Stored items
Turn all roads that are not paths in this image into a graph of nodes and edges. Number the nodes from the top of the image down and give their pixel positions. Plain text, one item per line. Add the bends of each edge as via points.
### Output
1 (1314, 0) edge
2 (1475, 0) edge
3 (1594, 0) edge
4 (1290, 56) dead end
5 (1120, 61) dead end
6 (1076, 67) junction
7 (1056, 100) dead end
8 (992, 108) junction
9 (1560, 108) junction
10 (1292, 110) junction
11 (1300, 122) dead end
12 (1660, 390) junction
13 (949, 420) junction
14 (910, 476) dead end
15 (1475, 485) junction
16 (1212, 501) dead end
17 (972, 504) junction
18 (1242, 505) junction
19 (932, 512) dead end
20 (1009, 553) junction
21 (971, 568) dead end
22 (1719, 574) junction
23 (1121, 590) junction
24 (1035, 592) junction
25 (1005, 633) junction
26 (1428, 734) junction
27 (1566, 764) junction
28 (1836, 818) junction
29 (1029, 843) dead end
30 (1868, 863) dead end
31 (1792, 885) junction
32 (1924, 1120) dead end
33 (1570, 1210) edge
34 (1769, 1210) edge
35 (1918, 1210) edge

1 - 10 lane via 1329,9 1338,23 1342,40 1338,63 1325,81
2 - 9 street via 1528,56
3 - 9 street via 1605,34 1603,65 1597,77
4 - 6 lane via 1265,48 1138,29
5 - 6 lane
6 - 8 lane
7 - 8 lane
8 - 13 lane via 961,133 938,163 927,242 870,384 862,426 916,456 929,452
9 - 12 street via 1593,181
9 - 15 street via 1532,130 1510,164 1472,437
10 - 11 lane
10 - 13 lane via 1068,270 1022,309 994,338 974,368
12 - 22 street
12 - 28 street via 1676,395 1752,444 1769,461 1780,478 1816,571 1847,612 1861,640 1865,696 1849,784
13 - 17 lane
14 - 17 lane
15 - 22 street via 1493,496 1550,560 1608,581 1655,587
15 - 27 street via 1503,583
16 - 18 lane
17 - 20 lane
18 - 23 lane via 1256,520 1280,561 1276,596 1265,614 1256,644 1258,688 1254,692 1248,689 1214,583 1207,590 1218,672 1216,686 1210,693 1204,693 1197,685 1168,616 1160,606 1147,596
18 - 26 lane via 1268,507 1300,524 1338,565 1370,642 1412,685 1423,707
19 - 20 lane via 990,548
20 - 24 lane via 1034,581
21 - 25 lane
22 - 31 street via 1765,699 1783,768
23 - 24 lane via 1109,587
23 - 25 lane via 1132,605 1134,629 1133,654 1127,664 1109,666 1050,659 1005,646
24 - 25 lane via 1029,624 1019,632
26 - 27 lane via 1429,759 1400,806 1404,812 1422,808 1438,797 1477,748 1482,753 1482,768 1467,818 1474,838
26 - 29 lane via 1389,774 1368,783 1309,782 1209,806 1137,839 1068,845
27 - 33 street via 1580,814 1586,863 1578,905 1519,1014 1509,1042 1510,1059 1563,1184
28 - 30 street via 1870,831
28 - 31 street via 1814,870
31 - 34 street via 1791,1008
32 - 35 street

Problem details: Every entry must be output again, exactly as written above.

Response to the exercise:
Turn all roads that are not paths in this image into a graph of nodes and edges. Number the nodes from the top of the image down and give their pixel positions. Plain text, one item per line. Add the bends of each edge as via points.
### Output
1 (1314, 0) edge
2 (1475, 0) edge
3 (1594, 0) edge
4 (1290, 56) dead end
5 (1120, 61) dead end
6 (1076, 67) junction
7 (1056, 100) dead end
8 (992, 108) junction
9 (1560, 108) junction
10 (1292, 110) junction
11 (1300, 122) dead end
12 (1660, 390) junction
13 (949, 420) junction
14 (910, 476) dead end
15 (1475, 485) junction
16 (1212, 501) dead end
17 (972, 504) junction
18 (1242, 505) junction
19 (932, 512) dead end
20 (1009, 553) junction
21 (971, 568) dead end
22 (1719, 574) junction
23 (1121, 590) junction
24 (1035, 592) junction
25 (1005, 633) junction
26 (1428, 734) junction
27 (1566, 764) junction
28 (1836, 818) junction
29 (1029, 843) dead end
30 (1868, 863) dead end
31 (1792, 885) junction
32 (1924, 1120) dead end
33 (1570, 1210) edge
34 (1769, 1210) edge
35 (1918, 1210) edge

1 - 10 lane via 1329,9 1338,23 1342,40 1338,63 1325,81
2 - 9 street via 1528,56
3 - 9 street via 1605,34 1603,65 1597,77
4 - 6 lane via 1265,48 1138,29
5 - 6 lane
6 - 8 lane
7 - 8 lane
8 - 13 lane via 961,133 938,163 927,242 870,384 862,426 916,456 929,452
9 - 12 street via 1593,181
9 - 15 street via 1532,130 1510,164 1472,437
10 - 11 lane
10 - 13 lane via 1068,270 1022,309 994,338 974,368
12 - 22 street
12 - 28 street via 1676,395 1752,444 1769,461 1780,478 1816,571 1847,612 1861,640 1865,696 1849,784
13 - 17 lane
14 - 17 lane
15 - 22 street via 1493,496 1550,560 1608,581 1655,587
15 - 27 street via 1503,583
16 - 18 lane
17 - 20 lane
18 - 23 lane via 1256,520 1280,561 1276,596 1265,614 1256,644 1258,688 1254,692 1248,689 1214,583 1207,590 1218,672 1216,686 1210,693 1204,693 1197,685 1168,616 1160,606 1147,596
18 - 26 lane via 1268,507 1300,524 1338,565 1370,642 1412,685 1423,707
19 - 20 lane via 990,548
20 - 24 lane via 1034,581
21 - 25 lane
22 - 31 street via 1765,699 1783,768
23 - 24 lane via 1109,587
23 - 25 lane via 1132,605 1134,629 1133,654 1127,664 1109,666 1050,659 1005,646
24 - 25 lane via 1029,624 1019,632
26 - 27 lane via 1429,759 1400,806 1404,812 1422,808 1438,797 1477,748 1482,753 1482,768 1467,818 1474,838
26 - 29 lane via 1389,774 1368,783 1309,782 1209,806 1137,839 1068,845
27 - 33 street via 1580,814 1586,863 1578,905 1519,1014 1509,1042 1510,1059 1563,1184
28 - 30 street via 1870,831
28 - 31 street via 1814,870
31 - 34 street via 1791,1008
32 - 35 street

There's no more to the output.